Temps I - Regards/Étreintes
Temps II - Souffles/Peaux
Temps III - Baisers/Sangs
Temps IV - Débandades/Cris
Temps V – Transes/Prières


TEMPS I – REGARDS/ÉTREINTES


Deux femmes

A — Quand je n’ai pas envie que tu me touches tu me touches ; seulement quand je n’ai pas envie que tu me touches ; seulement quand je n’ai pas envie que tu me touches tu me touches.
Quand j’ai envie que tu me touches tu ne me touches pas.
Tout d’un coup un frisson, tout d’un coup j’ai froid, tout d’un coup j’ai une envie irrépressible d’être touchée, que tu me touches, un besoin urgent que tu me touches,
tu n’es pas là
tu n’es plus là.
Le frisson de la mort me traverse le corps, tu n’es plus là. Tu n’es jamais là quand le frisson de la mort me traverse le corps.
Le frisson du désir me traverse le corps tu n’es pas là. Tu n’es jamais là quand le frisson du désir me traverse le corps.
Je te cherche partout. Je cours dans le jardin, je crie : touche-moi. Tu es penchée sur une rose, tu ne relèves pas la tête, tu grommelles : ne me dérange pas.
B —
Je te cherche partout. Je me précipite dans la cour. Tu donnes à manger à tes poules. Je crie : touche-moi.
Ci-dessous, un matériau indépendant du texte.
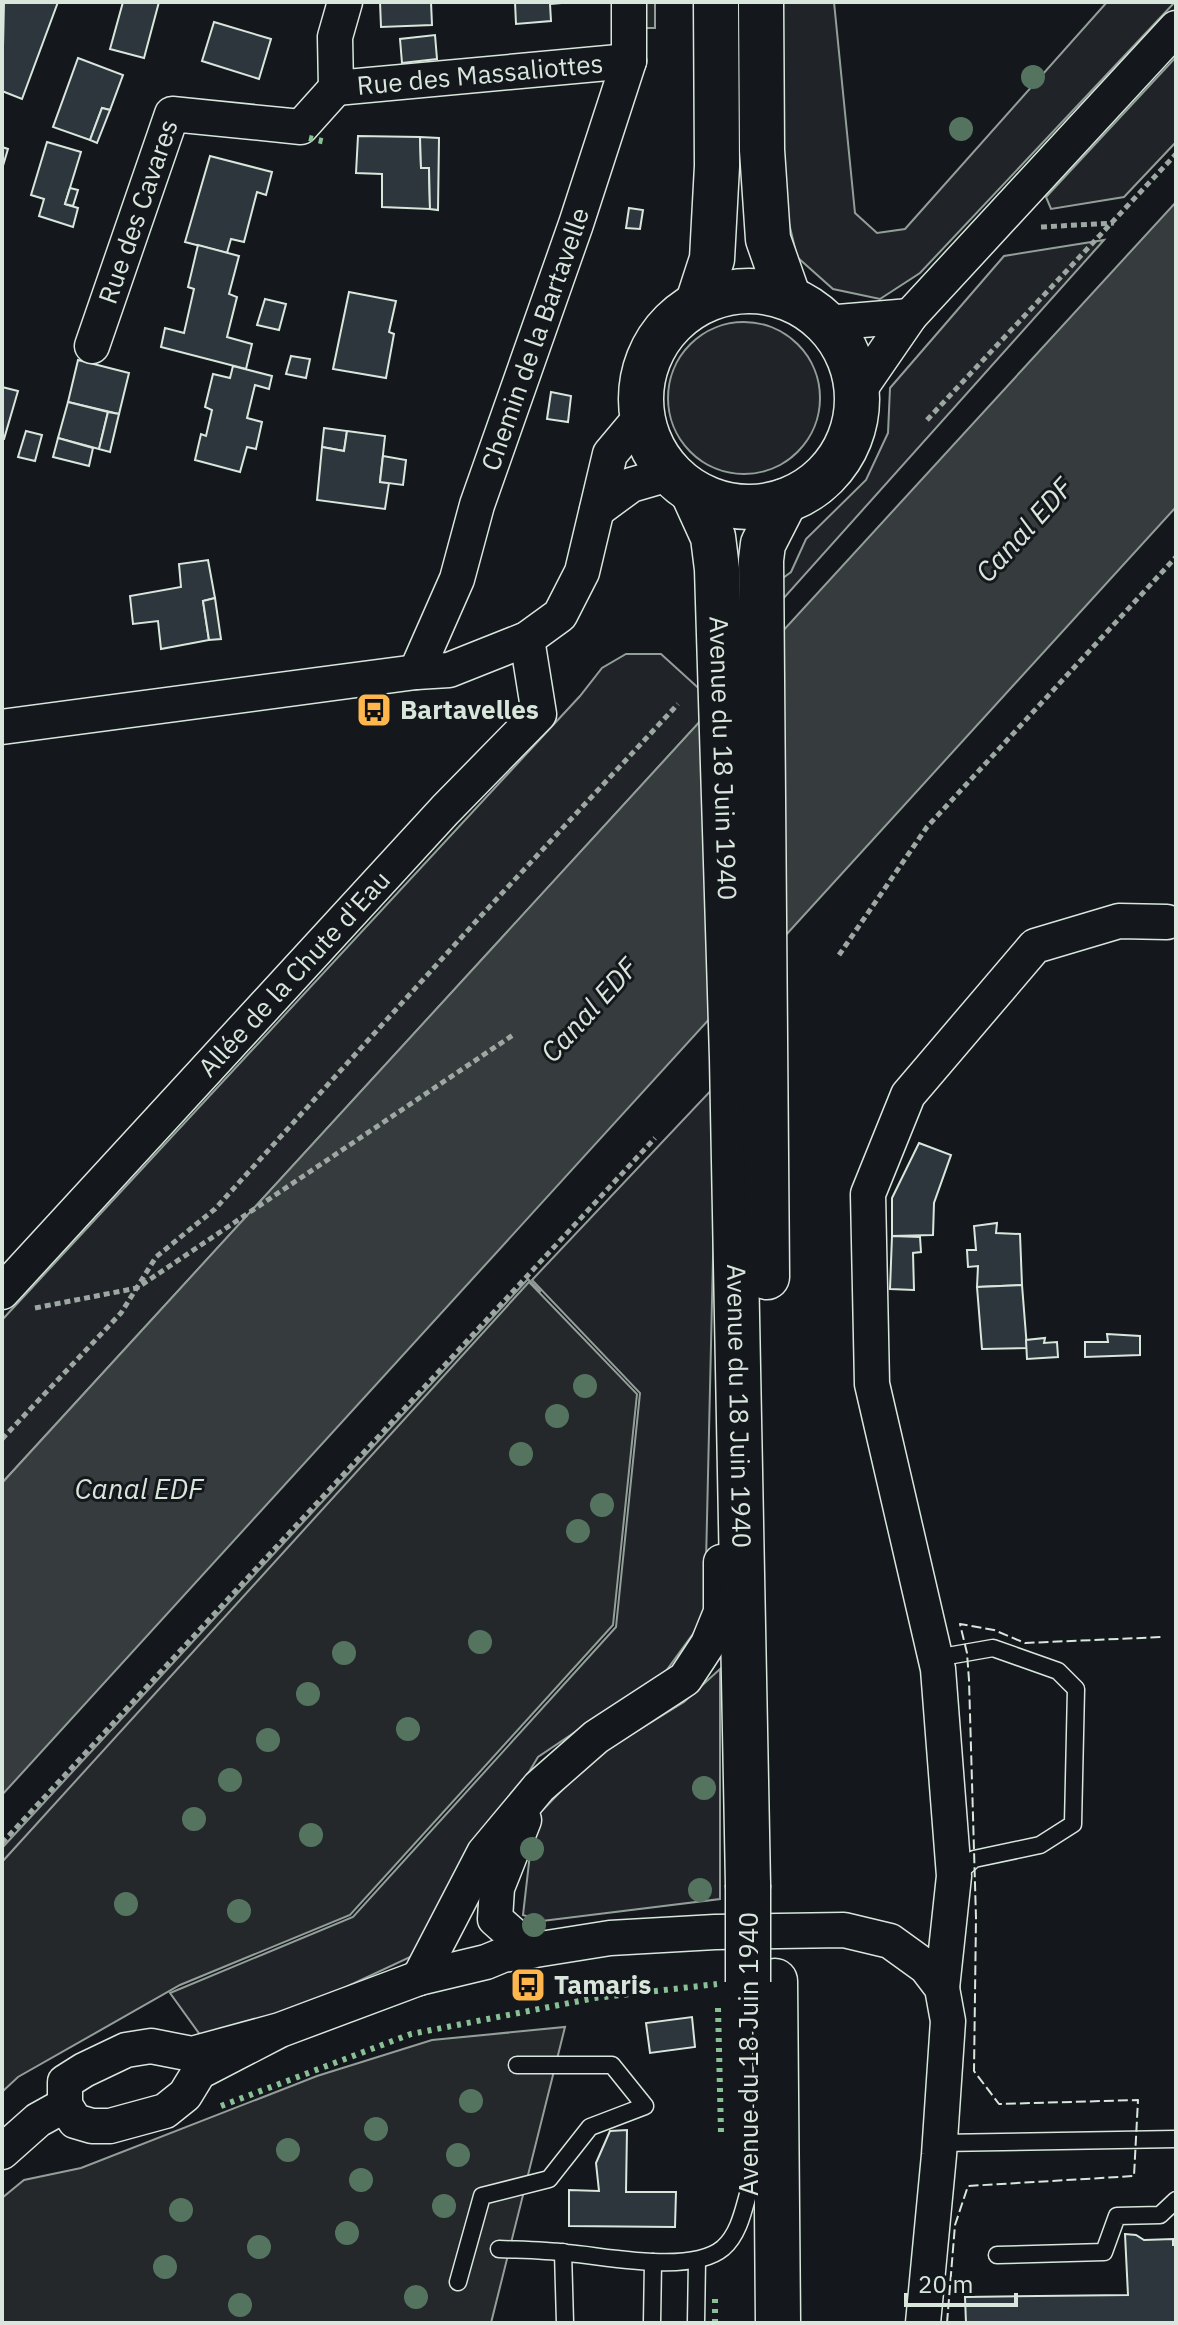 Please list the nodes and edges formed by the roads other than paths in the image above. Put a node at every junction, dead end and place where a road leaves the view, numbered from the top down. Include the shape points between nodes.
1 (345, 2) edge
2 (629, 2) edge
3 (716, 2) edge
4 (761, 2) edge
5 (1176, 28) edge
6 (629, 61) junction
7 (336, 88) junction
8 (788, 296) junction
9 (698, 302) junction
10 (910, 316) junction
11 (826, 323) junction
12 (92, 346) dead end
13 (857, 393) junction
14 (641, 417) junction
15 (681, 484) junction
16 (785, 501) junction
17 (597, 510) junction
18 (527, 639) junction
19 (416, 672) junction
20 (2, 727) edge
21 (1171, 922) edge
22 (736, 1246) junction
23 (14, 1300) edge
24 (936, 1658) junction
25 (539, 1787) junction
26 (954, 1876) junction
27 (761, 1886) junction
28 (531, 1951) junction
29 (419, 1978) junction
30 (942, 1988) junction
31 (196, 2063) junction
32 (517, 2065) dead end
33 (65, 2105) junction
34 (1176, 2139) edge
35 (940, 2143) junction
36 (2, 2152) edge
37 (764, 2192) junction
38 (1176, 2200) edge
39 (499, 2249) dead end
40 (563, 2252) junction
41 (997, 2255) dead end
42 (697, 2260) junction
43 (653, 2262) junction
44 (458, 2282) dead end
45 (565, 2323) edge
46 (652, 2323) edge
47 (696, 2323) edge
48 (750, 2323) edge
49 (778, 2323) edge
50 (794, 2323) edge
51 (923, 2323) edge

1 - 7 street, Rue des Massaliottes via 335,37
2 - 6 street, Chemin de la Bartavelle
3 - 9 main road via 712,259
4 - 8 main road via 768,239
5 - 10 street
6 - 7 street, Rue des Massaliottes
6 - 19 street, Chemin de la Bartavelle via 477,505 457,579
7 - 12 street, Rue des Cavares via 301,127 172,114
8 - 9 main road via 727,291
8 - 11 main road
9 - 14 main road via 671,322 650,350 641,383
10 - 11 street
10 - 13 street
11 - 13 main road via 850,359
13 - 16 main road via 854,427 839,459 816,485
14 - 15 main road via 651,448
14 - 17 street via 610,454
15 - 16 main road via 723,505 754,508
15 - 17 street via 631,485
15 - 22 main road, Avenue du 18 Juin 1940 via 713,537 717,569
16 - 27 main road, Avenue du 18 Juin 1940 via 763,544 761,560
17 - 18 street via 582,572 560,615
18 - 19 street via 449,670
18 - 23 street, Allée de la Chute d'Eau via 539,714 435,822
19 - 20 street
21 - 24 street via 1119,921 1035,946 908,1095 868,1194 872,1384
22 - 25 street via 725,1399 721,1612 685,1679 596,1737
22 - 27 main road, Avenue du 18 Juin 1940
24 - 26 street
24 - 26 lane via 993,1648 1058,1671 1076,1689 1073,1824 1040,1845 974,1859
25 - 28 street via 497,1888 495,1919
25 - 29 street via 484,1853
26 - 30 street
27 - 37 main road, Avenue du 18 Juin 1940, bridge
28 - 29 street
28 - 30 street via 625,1937 844,1930 890,1941 926,1967
29 - 31 street
30 - 35 street via 948,2021
31 - 33 street via 151,2046 126,2050 65,2082
31 - 33 street via 185,2095 154,2115 92,2126 75,2121
32 - 44 lane via 612,2065 645,2106 590,2127 549,2179 482,2196
33 - 36 street via 38,2120
34 - 35 lane
35 - 51 street
37 - 42 lane via 723,2248
37 - 48 main road, Avenue du 18 Juin 1940
37 - 49 main road, Avenue du 18 Juin 1940
37 - 50 street
38 - 41 lane via 1160,2215 1117,2216 1104,2252
39 - 40 lane
40 - 43 lane
40 - 45 lane
42 - 43 lane
42 - 47 lane
43 - 46 lane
Tu bougonnes : fous-moi la paix.
A —
Tu grommelles : ne me dérange pas. J’ai envie de te briser la nuque. Ta nuque là, à quelques centimètres de mes mains. J’invente n’importe quoi pour que tu relèves la tête, pour que tu me regardes, pour que tu me touches ;  je dis : il y a une fuite dans la salle de bain, appelle le plombier. Tu réponds : appelle-le toi-même.
B —
Oh seigneur, venez à mon secours ! N’importe quoi. Je dis n’importe quoi, la première chose qui me passe par la tête pour que tu me regardes, pour que tu me touches, je dis : la petite vient de se couper le doigt, appelle le médecin. Tu gardes les yeux rivés sur tes poules, tu ne tournes pas la tête vers moi, tu réponds : emmène-la toi-même, c’est ta fille.
A —
Tu n’as d’yeux que pour ta rose, tu ne relèves pas la tête, tu réponds : appelle-le toi-même, c’est ta salle de bain.
B —
Tu n’as d’yeux que pour tes poules, tu réponds : emmène-la toi-même c’est ta fille.
A —
Depuis deux ans, tu ne mets plus les pieds dans la salle de bain, tu as aménagé une douche dans un coin du garage. Dans la salle de bain tu ne mets plus les pieds. Dans la salle de bain, tu ne veux plus me voir nue.
J’ai envie de t’éclater la tête.
B —
Depuis deux ans tu passes ton temps à fabriquer des cages pour tes poules, des clapiers pour tes lapins et moi aussi tu m’enfermes, tu m’enfermes dans ma maison où tu n’entres plus que pour dormir. J’ai envie de t’éclater la tête.
A —
Tu me touches quand je n’ai pas envie que tu me touches, tu me touches quand tu as bu, tu me touches dans l’obscurité, en pleine nuit, quand tu as bu.
J’ai envie de t’éclater la tête
B —
Ecoute-moi bien : si tu ne me touches pas, là, tout de suite, je t’éclate la tête.
A —
Tu observes ta rose, tu continues d’observer ta rose. Tu dis : ainsi se réalisera la prophétie de ma mère : « un jour, ta femme te tuera ».
B —
Tu observes tes poules, tu continues d’observer tes poules. Tu dis : « j’ai pris une nouvelle femme, elle arrivera demain. »


TEMPS III – BAISERS/SANGS

Les acteurs/danseurs proposent des pas de danse aux spectacteurs. Ils leur chantent des strophes de la chanson DANS LA PEAU. Peut-être dénudent-ils une partie précise de leur anatomie.


- 1 –

Mon voisin Fred Pidou me touche les genoux. C’est houhou.
Ma voisine Louise Kerlo me touche les cuisses. C’est huhu.
Ma cousine Juju Nuche me touche la bouche. C’est hoho.
Mon cousin Paul Brume me touche le petit ventre. C’est hihi
Mon frère Maxime me touche les seins. C’est /
Ma tante Véronique me touche le truc. C’est /
Tout le monde me touche le paradis. C’est interdit !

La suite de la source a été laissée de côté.